Портрет неизвестного с камергерским ключом - страница 4

Шрифт
Интервал


– Полно, Машенька, – сказал ей, выбираясь следом, статный человек в парике вместо шляпы, лица которого, как и лица Машеньки за опустившейся темнотою Налли и Фрол не могли разглядеть, – посмотри на сестру. Ведь она такая же девица, как и ты, но не плачет.

– Батюшка, Анна не девица вовсе, а такой же генерал, как и вы, – отвечала Машенька.

Генерал-девица рассмеялась, показывая, что ей приятно это замечание.

– Петенька, сердце мое, что с тобою? – воскликнул их отец, сжимая в объятьях мальчика годов девяти на вид, который, кажется, более прочих путешественников пострадал от несчастного происшествия.
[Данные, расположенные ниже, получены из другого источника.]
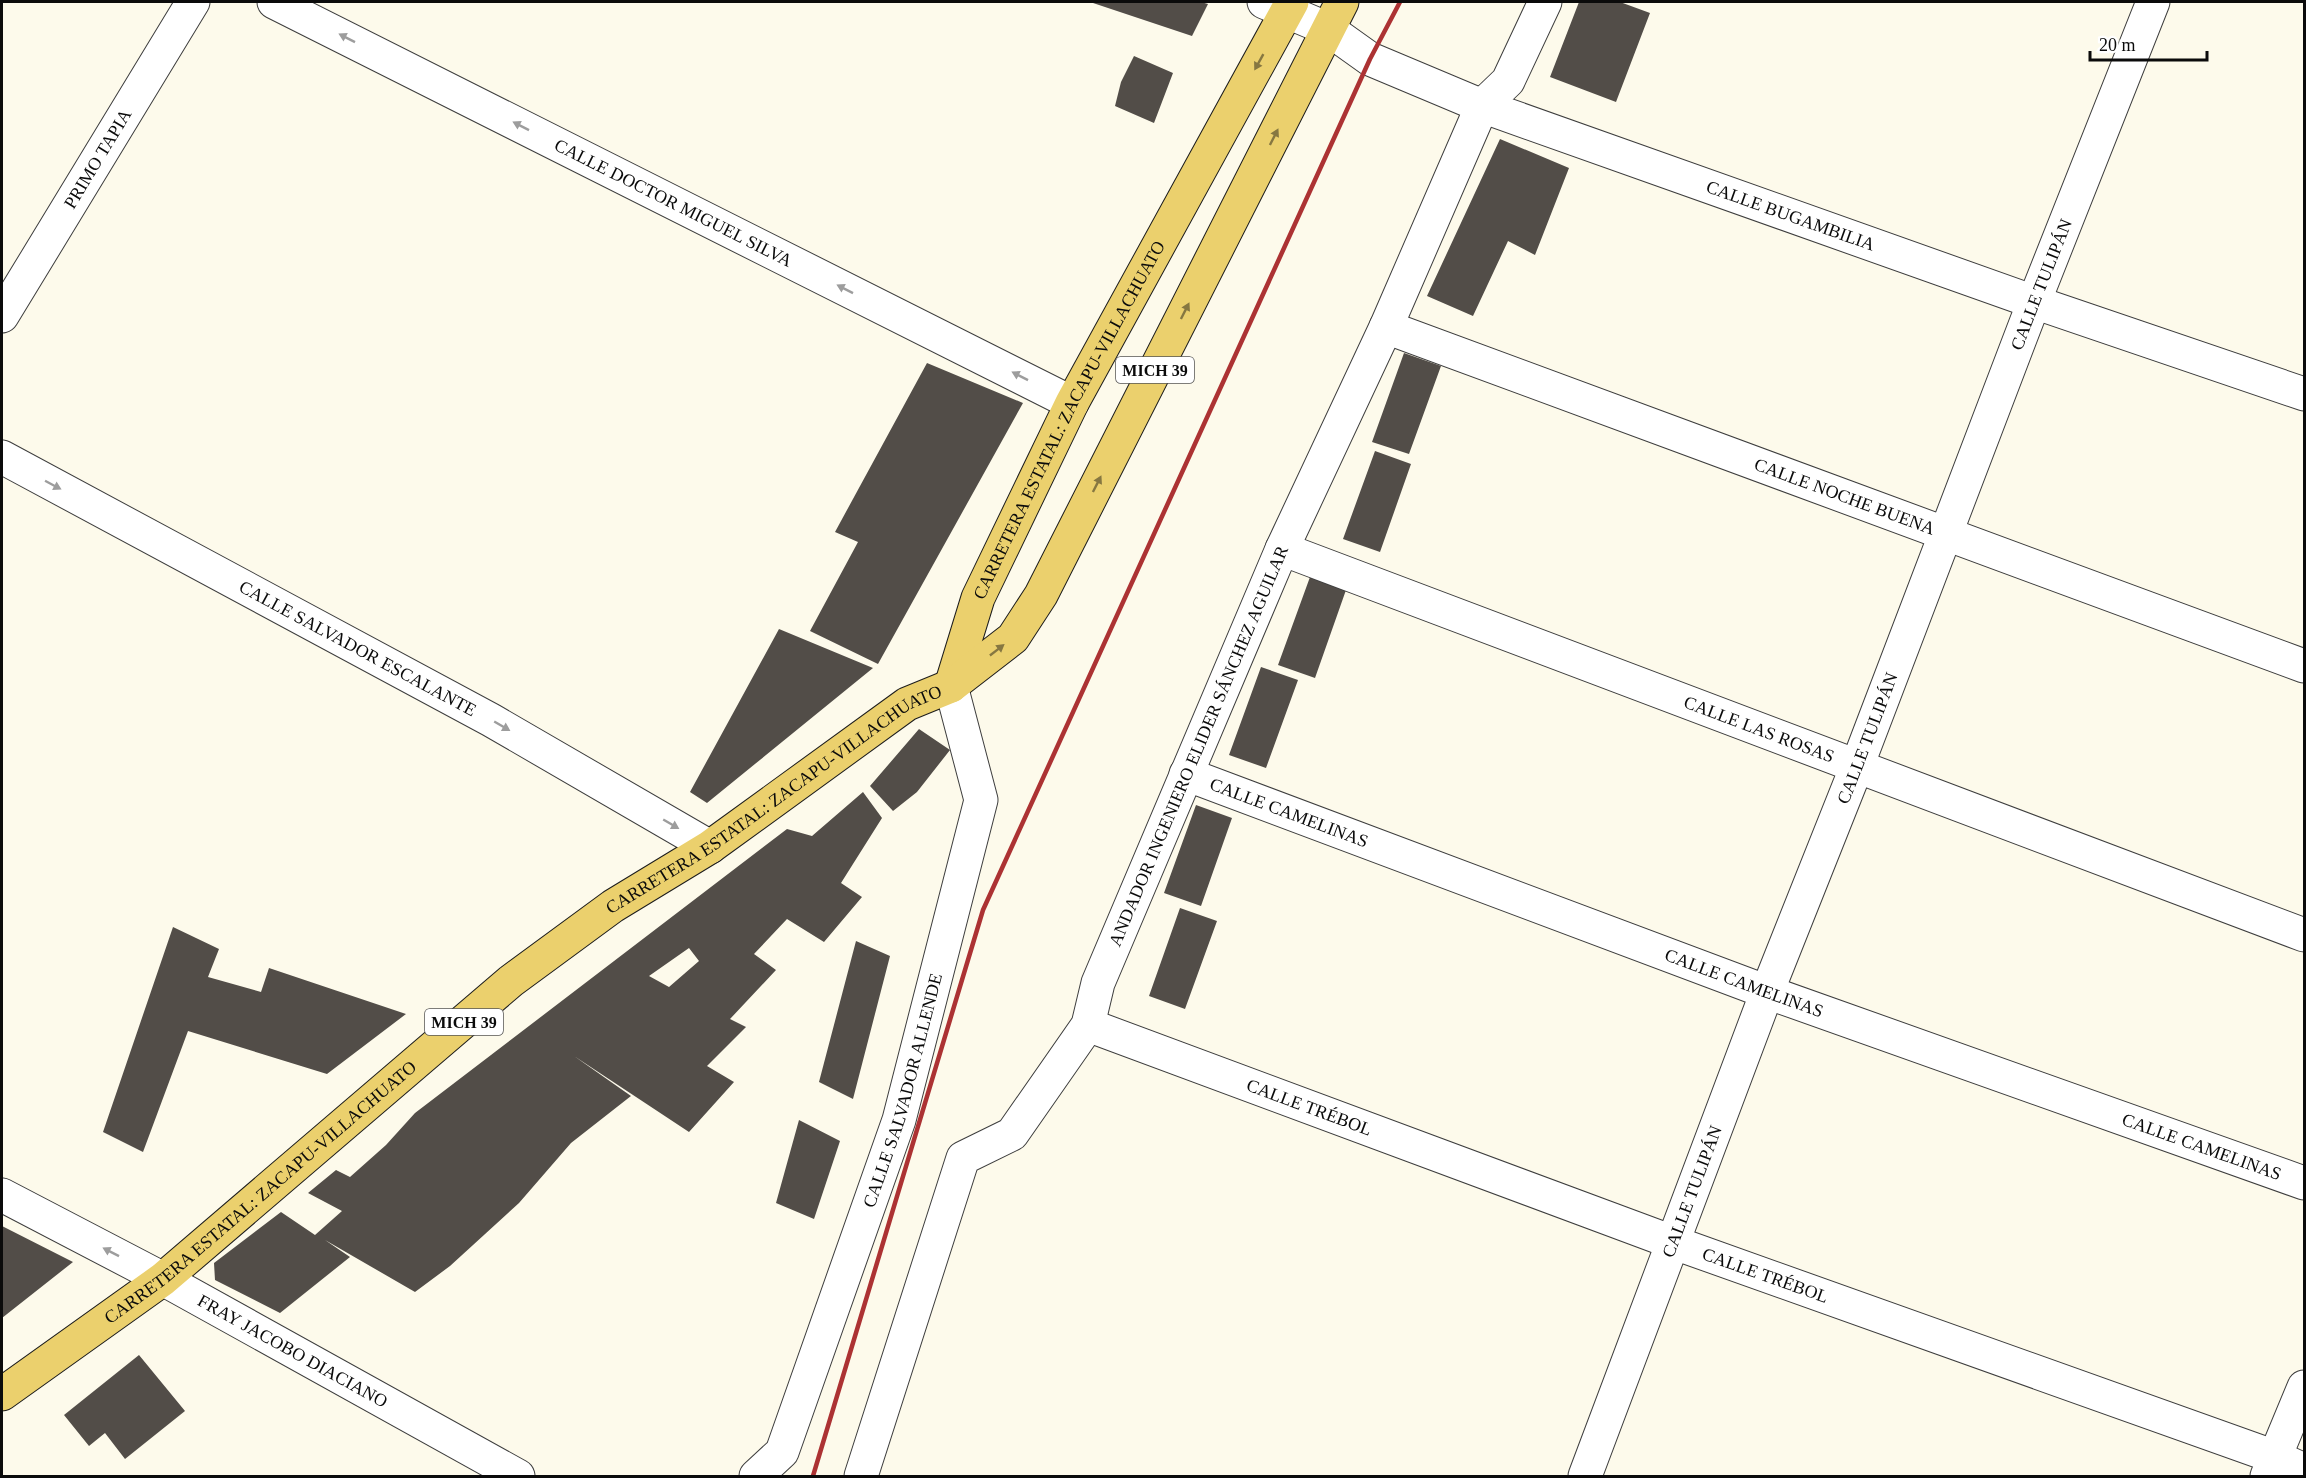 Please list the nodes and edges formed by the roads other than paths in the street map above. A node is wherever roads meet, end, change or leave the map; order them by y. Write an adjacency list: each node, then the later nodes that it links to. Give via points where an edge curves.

Тот ни слова не отвечал, и если бы генерал не схватил его на руки, верно упал бы на лёд, лишившись чувств.

– Родионов, долго мне ждать огня?! – крикнул отец отрока, – где жаровня?!

– Ваше превосходительство, жаровня была связана с погребцом и теперь на дне сей реки, – отвечала высокая худая фигура, лиц уже совершенно разглядеть нельзя было.

– Я не повезу детей в обледенелом возке, – воскликнул генерал, – разведать жильё поблизости, а пока – на берег всё что может гореть.

– Я побегу домой предупредить, а ты – проводи их, – шепнула Налли брату и бросилась по тропинке от реки. Необычайный прилив сил заставил пробежать расстояние, отделявшее её от дома, гораздо скорее, чем могла она ожидать от себя. В то же время, во всем существе своем, она чувствовала наступление небывалой тишины. Она удивлялась этому странному ощущению, несхожему ни с чем, испытанным прежде, и не знала к чему отнести его – очарованию заката или испуге за жизни путешественников.

Дома уже собирались ложиться и не сразу взяли в толк, из обрывочных её речей, в чём состоит дело. Когда пострадавшее семейство вошло в горницу, скупо освещенною двумя свечами, лежанка только начинала нагреваться, а самовар – закипать.

Родионов снял с вошедших шубы и Налли, глядевшая на них из боковушки Фрола, зажмурилась от блеска штофных и парчовых платьев. Вокруг дочерей генерала хлопотали их девушки, предлагая горячее молоко с пшеничным хлебом, в то время как сам он, посадив сына на лежанку, с тревогой вглядывался в побледневшие черты его. Они в точности повторяли отменную красоту лица родителя, но, если у последнего она непрестанно оживлялась бодрым и кипучим движением натуры, у первого будто оставалась затуманенной выражением печальной терпеливости.